PROBLEM TO SOLVE: Return every line of the listing that includes the string "Katwila".

SOURCE DATA:
----------

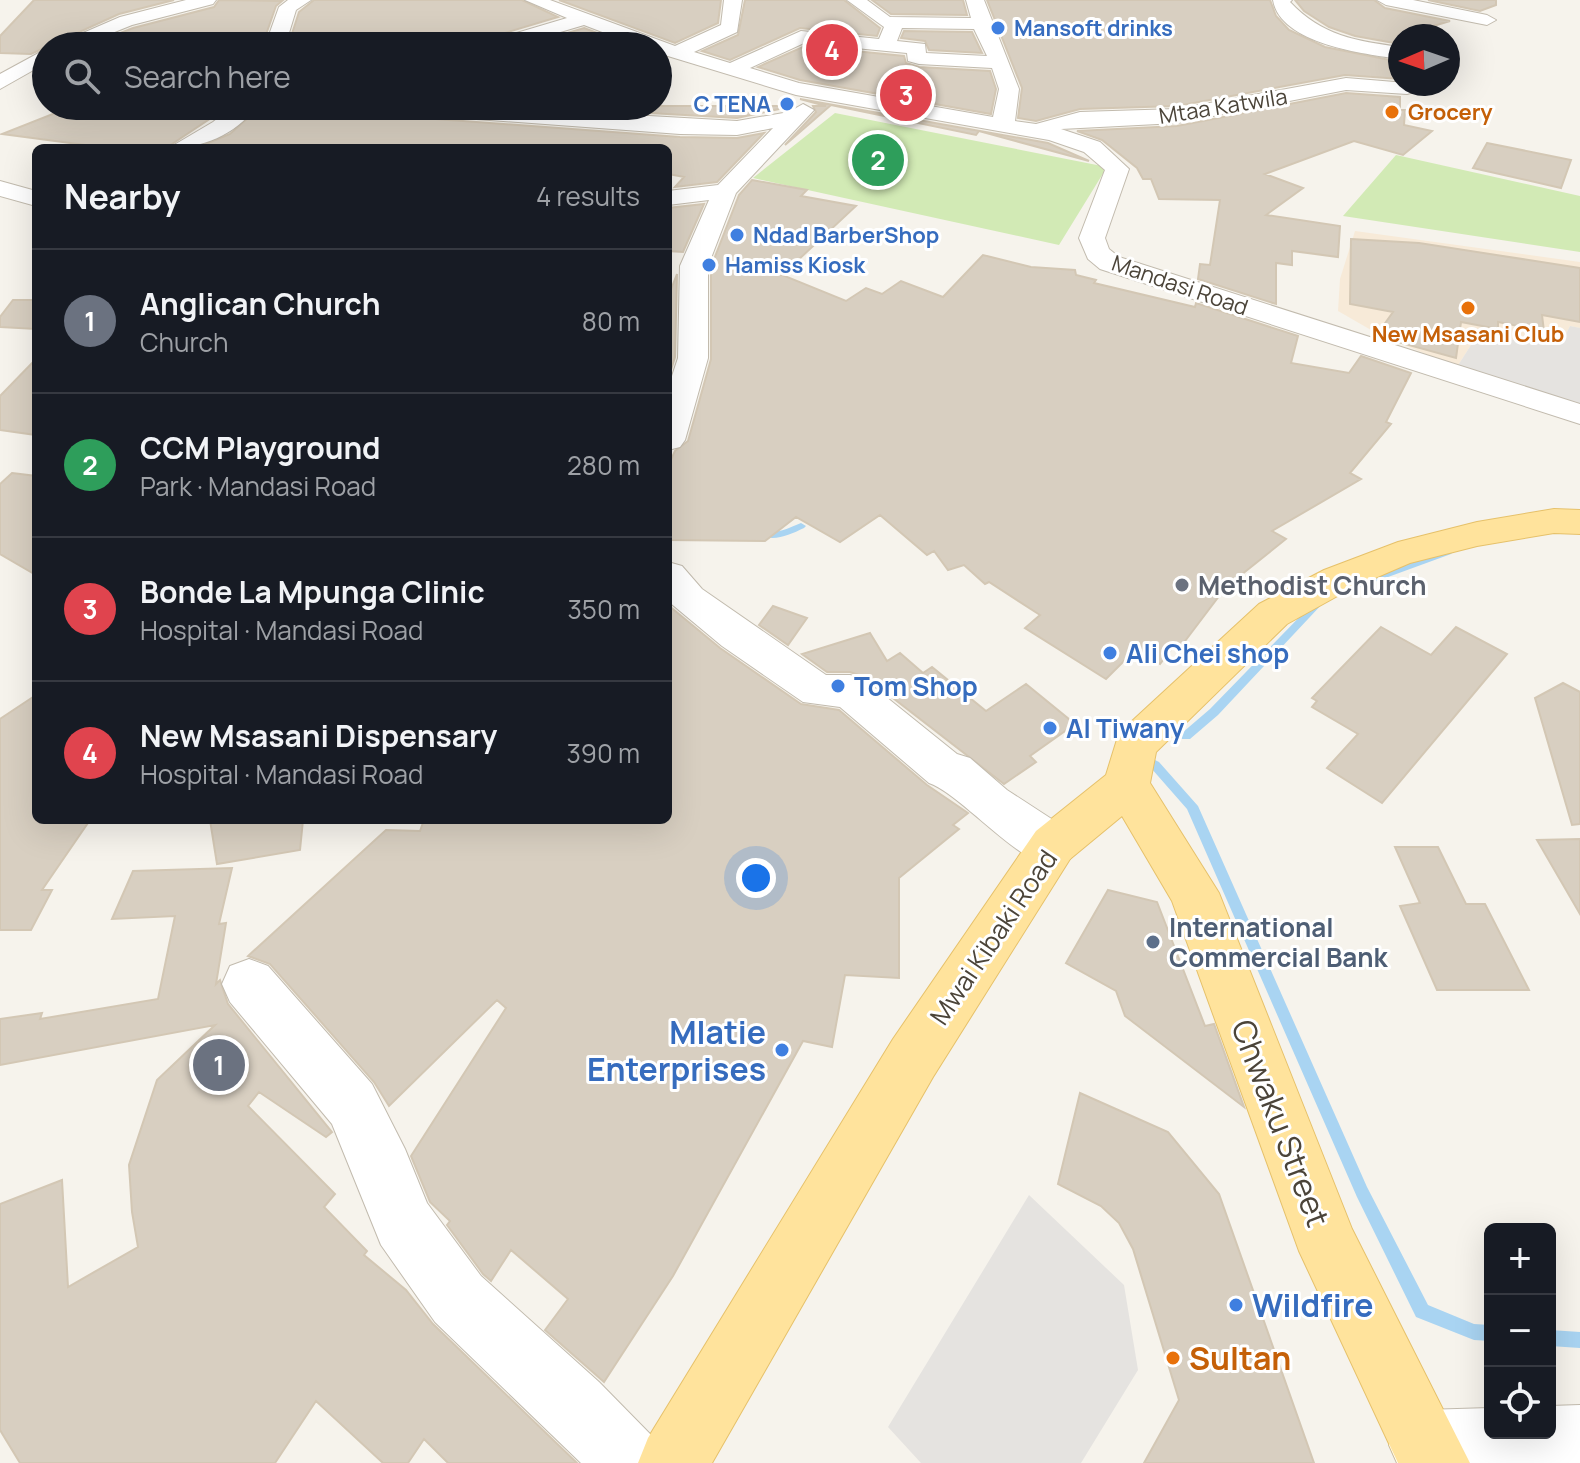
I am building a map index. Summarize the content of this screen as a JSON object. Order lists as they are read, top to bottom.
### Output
{
  "streets": {
    "main road": ["Mwai Kibaki Road", "Chwaku Street"],
    "street": ["Mtaa Katwila", "Mandasi Road"]
  },
  "crossings": [
    ["Mtaa Katwila", "Mandasi Road"],
    ["Mwai Kibaki Road", "Chwaku Street"]
  ],
  "places": [
    "Mansoft drinks",
    "C TENA",
    "Grocery",
    "Ndad BarberShop",
    "Hamiss Kiosk",
    "New Msasani Club",
    "Methodist Church",
    "Ali Chei shop",
    "Tom Shop",
    "Al Tiwany",
    "International Commercial Bank",
    "Mlatie Enterprises",
    "Wildfire",
    "Sultan"
  ],
  "north": "left",
  "page": {
    "pins": [
      "4",
      "3",
      "2",
      "1"
    ],
    "search": "Search here",
    "heading": ["Nearby", "4 results"],
    "list": [
      {
        "mark": "1",
        "name": "Anglican Church",
        "note": "Church",
        "value": "80 m"
      },
      {
        "mark": "2",
        "name": "CCM Playground",
        "note": "Park · Mandasi Road",
        "value": "280 m"
      },
      {
        "mark": "3",
        "name": "Bonde La Mpunga Clinic",
        "note": "Hospital · Mandasi Road",
        "value": "350 m"
      },
      {
        "mark": "4",
        "name": "New Msasani Dispensary",
        "note": "Hospital · Mandasi Road",
        "value": "390 m"
      }
    ],
    "map_buttons": ["+", "−"]
  }
}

----------

REPLY:
    "street": ["Mtaa Katwila", "Mandasi Road"]
    ["Mtaa Katwila", "Mandasi Road"],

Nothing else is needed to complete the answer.